Publié le 15 avril 2022 Lecture : 3 minutes.
Le 20 avril 2021, au Tchad, le temps suspendait son vol. Les Tchadiens et la communauté internationale apprenaient avec effroi le décès tragique du chef de l’État en fonction, le maréchal Idriss Déby Itno, alors âgé de 68 ans. La stupeur tenait à la soudaineté de ce tragique fait d’actualité qui survenait dans un ciel tchadien apparemment tranquille et sans nuages. Le président de la République venait de se faire réélire avec une confortable majorité (79,32 % des suffrages exprimés lors du premier tour de la présidentielle du 11 avril 2021), et aucune menace sérieuse ne semblait à même d’ébranler son nouveau mandat.
Chamboulement dramatique
Le sentiment d’effroi tenait de ce que ce chamboulement dramatique installa soudain la nation tchadienne et l’appareil d’État au carrefour de toutes les incertitudes. Le chef de l’État disparu avait été l’architecte d’un régime présidentialiste fort, au sein duquel son exercice du pouvoir irradiait toutes les strates de la société. Sa disparition brutale semblait sonner le glas de la paix relative qui régnait dans le pays.
Deux sentiments traversèrent alors l’opinion publique et les observateurs extérieurs de la scène politique tchadienne. La crainte pour certains de voir s’ensuivre une déstabilisation croissante du pays, menacé à ses frontières par diverses forces irrédentistes. L’espoir, pour d’autres, de voir enfin se lever l’aurore, voire le soleil d’une véritable et durable refondation sociétale et politique du pays.
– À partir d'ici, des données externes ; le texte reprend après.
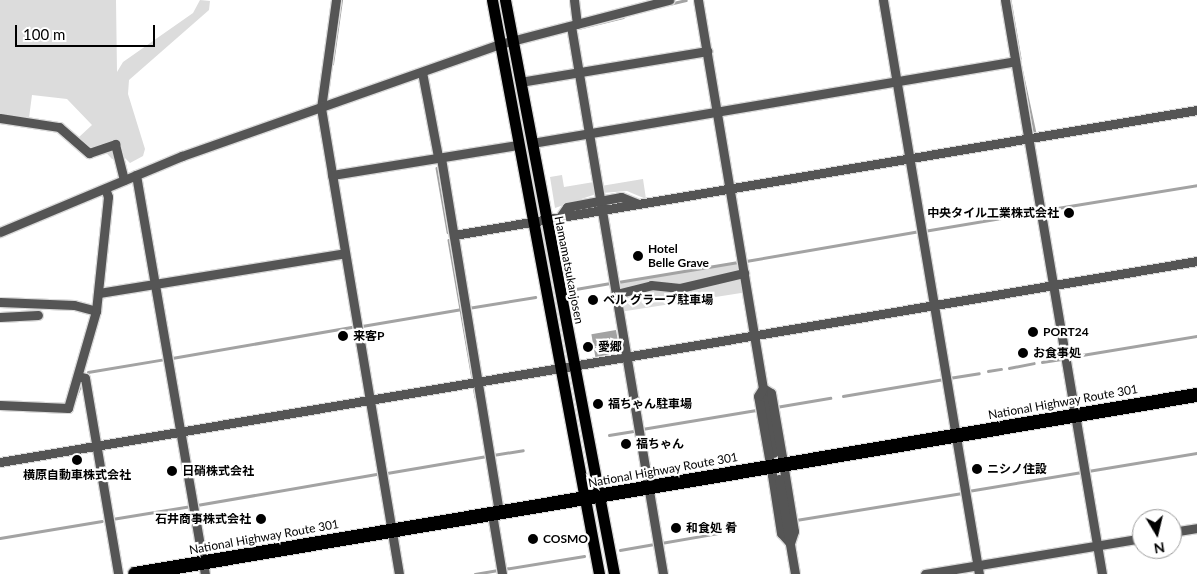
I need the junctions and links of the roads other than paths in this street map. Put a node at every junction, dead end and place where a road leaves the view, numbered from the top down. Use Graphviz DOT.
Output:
graph roads {
  1 [pos="336,0"];
  2 [pos="492,0"];
  3 [pos="505,0"];
  4 [pos="574,0"];
  5 [pos="669,0"];
  6 [pos="698,0"];
  7 [pos="883,0"];
  8 [pos="1005,0"];
  9 [pos="574,25"];
  10 [pos="513,41"];
  11 [pos="500,44"];
  12 [pos="707,51"];
  13 [pos="1016,61"];
  14 [pos="422,72"];
  15 [pos="579,72"];
  16 [pos="896,81"];
  17 [pos="520,82"];
  18 [pos="321,108"];
  19 [pos="1197,110"];
  20 [pos="717,112"];
  21 [pos="0,118"];
  22 [pos="589,133"];
  23 [pos="1028,138"];
  24 [pos="532,143"];
  25 [pos="518,145"];
  26 [pos="440,158"];
  27 [pos="909,158"];
  28 [pos="136,175"];
  29 [pos="332,175"];
  30 [pos="124,180"];
  31 [pos="104,188"];
  32 [pos="730,188"];
  33 [pos="601,205"];
  34 [pos="546,219"];
  35 [pos="533,221"];
  36 [pos="0,232"];
  37 [pos="454,235"];
  38 [pos="345,253"];
  39 [pos="1197,261"];
  40 [pos="744,273"];
  41 [pos="157,285"];
  42 [pos="1053,285"];
  43 [pos="99,293"];
  44 [pos="616,294"];
  45 [pos="0,302"];
  46 [pos="934,305"];
  47 [pos="96,312"];
  48 [pos="38,315"];
  49 [pos="0,317"];
  50 [pos="755,335"];
  51 [pos="627,357"];
  52 [pos="573,366"];
  53 [pos="560,368"];
  54 [pos="78,376"];
  55 [pos="477,382"];
  56 [pos="763,388"];
  57 [pos="1197,395"];
  58 [pos="370,400"];
  59 [pos="0,405"];
  60 [pos="1075,416"];
  61 [pos="182,431"];
  62 [pos="956,436"];
  63 [pos="96,446"];
  64 [pos="774,453"];
  65 [pos="0,462"];
  66 [pos="777,466"];
  67 [pos="779,479"];
  68 [pos="649,488"];
  69 [pos="597,496"];
  70 [pos="583,499"];
  71 [pos="495,513"];
  72 [pos="1197,528"];
  73 [pos="1182,530"];
  74 [pos="392,531"];
  75 [pos="1132,540"];
  76 [pos="790,543"];
  77 [pos="1097,545"];
  78 [pos="205,568"];
  79 [pos="978,570"];
  80 [pos="118,574"];
  81 [pos="135,574"];
  82 [pos="399,574"];
  83 [pos="502,574"];
  84 [pos="599,574"];
  85 [pos="614,574"];
  86 [pos="663,574"];
  87 [pos="795,574"];
  88 [pos="925,574"];
  89 [pos="1102,574"];
  1 -- 18 [label="street"];
  2 -- 11 [label="main road"];
  3 -- 10 [label="main road, Hamamatsukanjosen"];
  4 -- 9 [label="street"];
  5 -- 9 [label="street"];
  6 -- 12 [label="street"];
  7 -- 16 [label="street"];
  8 -- 13 [label="street"];
  9 -- 10 [label="street"];
  9 -- 15 [label="street"];
  10 -- 11 [label="street"];
  10 -- 17 [label="main road, Hamamatsukanjosen"];
  11 -- 14 [label="street"];
  11 -- 25 [label="main road"];
  12 -- 15 [label="street"];
  12 -- 20 [label="street"];
  13 -- 16 [label="street"];
  13 -- 23 [label="street"];
  14 -- 18 [label="street"];
  14 -- 26 [label="street"];
  15 -- 17 [label="street"];
  15 -- 22 [label="street"];
  16 -- 20 [label="street"];
  16 -- 27 [label="street"];
  17 -- 24 [label="main road, Hamamatsukanjosen"];
  18 -- 28 [label="street"];
  18 -- 29 [label="street"];
  19 -- 23 [label="street"];
  20 -- 22 [label="street"];
  20 -- 32 [label="street"];
  21 -- 30 [label="street"];
  22 -- 24 [label="street"];
  22 -- 33 [label="street"];
  23 -- 27 [label="street"];
  23 -- 42 [label="street"];
  24 -- 34 [label="main road, Hamamatsukanjosen"];
  25 -- 26 [label="street"];
  25 -- 35 [label="main road"];
  26 -- 29 [label="street"];
  26 -- 37 [label="street"];
  27 -- 32 [label="street"];
  27 -- 46 [label="street"];
  28 -- 30 [label="street"];
  28 -- 41 [label="street"];
  29 -- 38 [label="street"];
  30 -- 31 [label="street"];
  31 -- 36 [label="street"];
  31 -- 43 [label="street"];
  32 -- 33 [label="street"];
  32 -- 40 [label="street"];
  33 -- 34 [label="street"];
  33 -- 44 [label="street"];
  34 -- 35 [label="street"];
  34 -- 52 [label="main road, Hamamatsukanjosen"];
  35 -- 37 [label="street"];
  35 -- 53 [label="main road"];
  37 -- 55 [label="street"];
  38 -- 41 [label="street"];
  38 -- 58 [label="street"];
  39 -- 42 [label="street"];
  40 -- 44 [label="street"];
  40 -- 50 [label="street"];
  41 -- 43 [label="street"];
  41 -- 61 [label="street"];
  42 -- 46 [label="street"];
  42 -- 60 [label="street"];
  43 -- 47 [label="street"];
  44 -- 51 [label="street"];
  45 -- 47 [label="street"];
  46 -- 50 [label="street"];
  46 -- 62 [label="street"];
  47 -- 54 [label="street"];
  48 -- 49 [label="street"];
  50 -- 51 [label="street"];
  50 -- 56 [label="street"];
  51 -- 52 [label="street"];
  51 -- 68 [label="street"];
  52 -- 53 [label="street"];
  52 -- 69 [label="main road, Hamamatsukanjosen"];
  53 -- 55 [label="street"];
  53 -- 70 [label="main road"];
  54 -- 59 [label="street"];
  54 -- 63 [label="street"];
  55 -- 58 [label="street"];
  55 -- 71 [label="street"];
  56 -- 64 [label="street"];
  56 -- 66 [label="street"];
  57 -- 60 [label="highway, National Highway Route 301"];
  58 -- 61 [label="street"];
  58 -- 74 [label="street"];
  60 -- 62 [label="highway, National Highway Route 301"];
  60 -- 77 [label="street"];
  61 -- 63 [label="street"];
  61 -- 78 [label="street"];
  62 -- 66 [label="highway, National Highway Route 301"];
  62 -- 79 [label="street"];
  63 -- 65 [label="street"];
  63 -- 80 [label="street"];
  66 -- 68 [label="highway, National Highway Route 301"];
  66 -- 76 [label="street"];
  67 -- 76 [label="street"];
  68 -- 69 [label="highway, National Highway Route 301"];
  68 -- 86 [label="street"];
  69 -- 70 [label="highway, National Highway Route 301"];
  69 -- 85 [label="main road, Hamamatsukanjosen"];
  70 -- 71 [label="highway, National Highway Route 301"];
  70 -- 84 [label="main road"];
  71 -- 74 [label="highway, National Highway Route 301"];
  71 -- 83 [label="street"];
  72 -- 73 [label="street"];
  74 -- 78 [label="highway, National Highway Route 301"];
  74 -- 82 [label="street"];
  75 -- 77 [label="street"];
  76 -- 87 [label="street"];
  77 -- 79 [label="street"];
  77 -- 89 [label="street"];
  78 -- 81 [label="highway, National Highway Route 301"];
  79 -- 88 [label="street"];
}
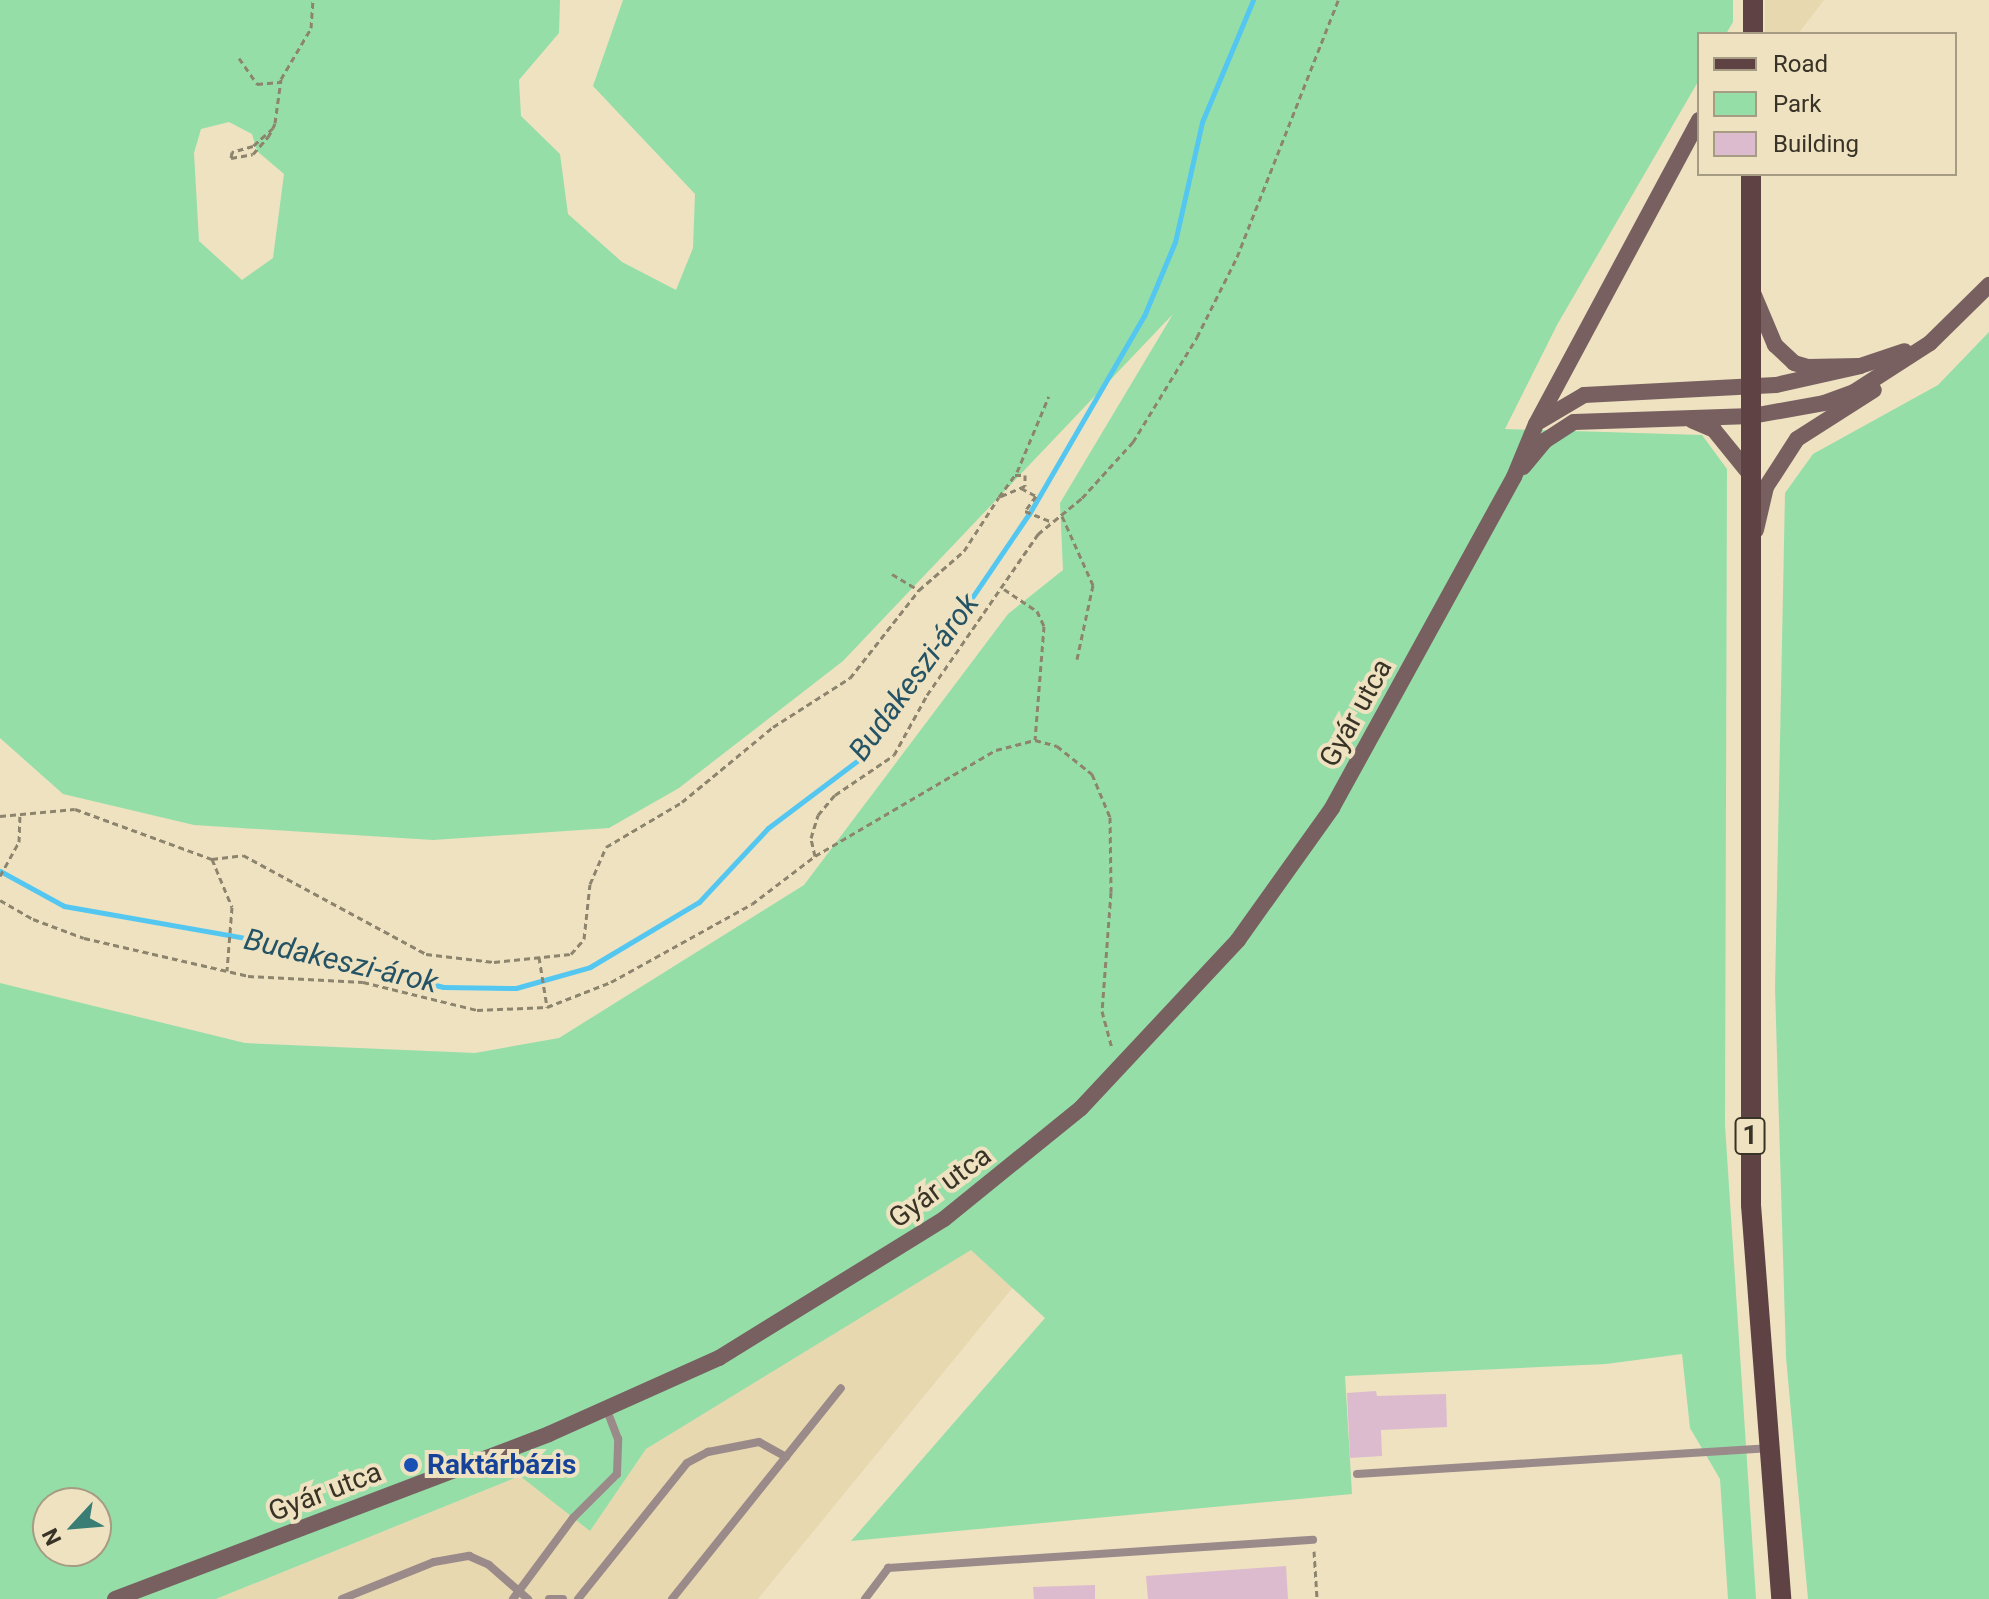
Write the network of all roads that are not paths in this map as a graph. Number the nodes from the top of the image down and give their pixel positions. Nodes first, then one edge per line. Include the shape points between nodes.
1 (1753, 0) edge
2 (1751, 30) edge
3 (1697, 124) edge
4 (1751, 176) edge
5 (1989, 285) edge
6 (1754, 295) junction
7 (1930, 343) junction
8 (1860, 366) junction
9 (1752, 385) junction
10 (1752, 416) junction
11 (1688, 418) junction
12 (1536, 424) junction
13 (1514, 477) junction
14 (1753, 479) junction
15 (1754, 539) junction
16 (841, 1388) dead end
17 (607, 1411) junction
18 (1767, 1448) junction
19 (786, 1457) junction
20 (1357, 1474) dead end
21 (1313, 1540) road end
22 (515, 1595) edge
23 (115, 1599) edge
24 (342, 1599) edge
25 (528, 1599) edge
26 (549, 1599) edge
27 (563, 1599) edge
28 (578, 1599) edge
29 (672, 1599) edge
30 (865, 1599) edge
31 (1781, 1599) edge

1 - 2 main road
3 - 12 main road, Gyár utca
4 - 6 main road, 1
5 - 7 main road
6 - 8 main road via 1784,356 1808,367
6 - 9 main road, 1
7 - 8 main road
7 - 10 main road, Gyár utca via 1854,392 1802,410
7 - 15 main road via 1849,409 1797,439 1766,487
8 - 9 main road via 1800,382
9 - 10 main road, 1
9 - 12 main road via 1584,395
10 - 11 main road, Gyár utca
10 - 14 main road, 1
11 - 13 main road, Gyár utca via 1574,422 1546,440
11 - 14 main road via 1714,430
12 - 13 main road, Gyár utca
13 - 17 main road, Gyár utca via 1369,745 1298,859 1207,976 1122,1067 991,1184 877,1264 719,1358
14 - 15 main road, 1
15 - 18 main road, 1 via 1749,1103
16 - 19 lane
17 - 22 lane via 618,1439 617,1474 573,1518
17 - 23 main road, Gyár utca
18 - 20 lane
18 - 31 main road, 1
19 - 28 lane via 759,1442 708,1452 687,1463
19 - 29 lane
21 - 30 lane via 888,1568
22 - 24 lane via 489,1565 469,1556 450,1557
22 - 25 lane
26 - 27 lane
Les appréhensions des uns et des autres ne manquaient pas de pertinence.
Il faut en permanence avoir conscience de la vague contestataire, des remous, des postures dissidentes qui se sont exprimés au moment de la mise en place des organes de la transition
Si nous ne sommes pas encore à l’heure du bilan de la nouvelle séquence historique qui s’est ouverte le 21 avril 2021, le moment nous semble néanmoins opportun de partager nos réflexions quant aux perspectives souhaitées pour l’avenir du pays à quelques semaines du Grand Dialogue entre les Tchadiens.
D’emblée, il est important, voire crucial, dans la perspective du Grand Dialogue national à venir, que les tenants de l’ordre gouvernant aient en permanence conscience de la vague contestataire, des remous, des postures dissidentes qui se sont exprimés au moment de la mise en place des organes de la transition. Ces bourrasques ont fait craindre des moments sombres, tant pour la cohésion nationale que pour l’Afrique centrale, dont le Tchad est l’un des piliers.
Les semaines à venir seront donc cruciales, décisives et surtout vitales pour la cohésion du Tchad et la crédibilité de la parole politique
Le calme précaire actuel s’explique par la formation d’un gouvernement d’ouverture, d’une part, mais aussi et surtout, au premier chef, par la promesse ferme du gouvernement de transition de tenir dans les meilleurs délais un véritable dialogue inclusif dont les recommandations seront exécutoires. Les semaines à venir seront donc cruciales, décisives et surtout vitales pour la cohésion du Tchad et la crédibilité future de la parole politique dans notre pays depuis son accession à la souveraineté internationale en 1960.
Palabre progressiste
Le Tchad, il faut le rappeler, n’en est pas à son premier dialogue inclusif. Dans le sillage de l’arrivée au pouvoir du régime Mouvement patriotique du salut (MPS) fut organisée, en 1993, une conférence nationale qui ne fut souveraine que de nom. Ce forum national fut un catalogue de bonnes intentions démocratiques et sociétales comme on en trouve dans les démocraties les plus avancées. La montagne, hélas, accoucha d’une souris ! Il en fut de même des assises de 1996 au terme desquelles fut élaborée une Constitution qui semblait consacrer l’État de droit.
Pour l’intérêt de tous les Tchadiens, le prochain dialogue national inclusif doit être un véritable moment de refondation, dans le respect des divergences et des personnes.
Pour notre avenir proche et pour l’intérêt de tous les Tchadiens épris de paix et soucieux de voir notre jeunesse hériter d’un pays à la mesure de son formidable potentiel naturel et humain, le prochain dialogue national inclusif doit être un véritable moment de refondation, le moment d’une palabre progressiste, humaniste, dans le respect des divergences et des personnes. Seule cette boussole nous guidera sur les voies menant à la Terre promise que méritent les générations présentes et futures.
Les Tchadiens auront alors et enfin prouvé aux yeux du monde entier leur capacité de pardon et de réconciliation. Une telle résilience est souhaitée par le peuple tchadien pour qu’enfin s’estompent le crépitement des armes et les guerres civiles inutiles et ravageuses auxquels le Tchad est habitué.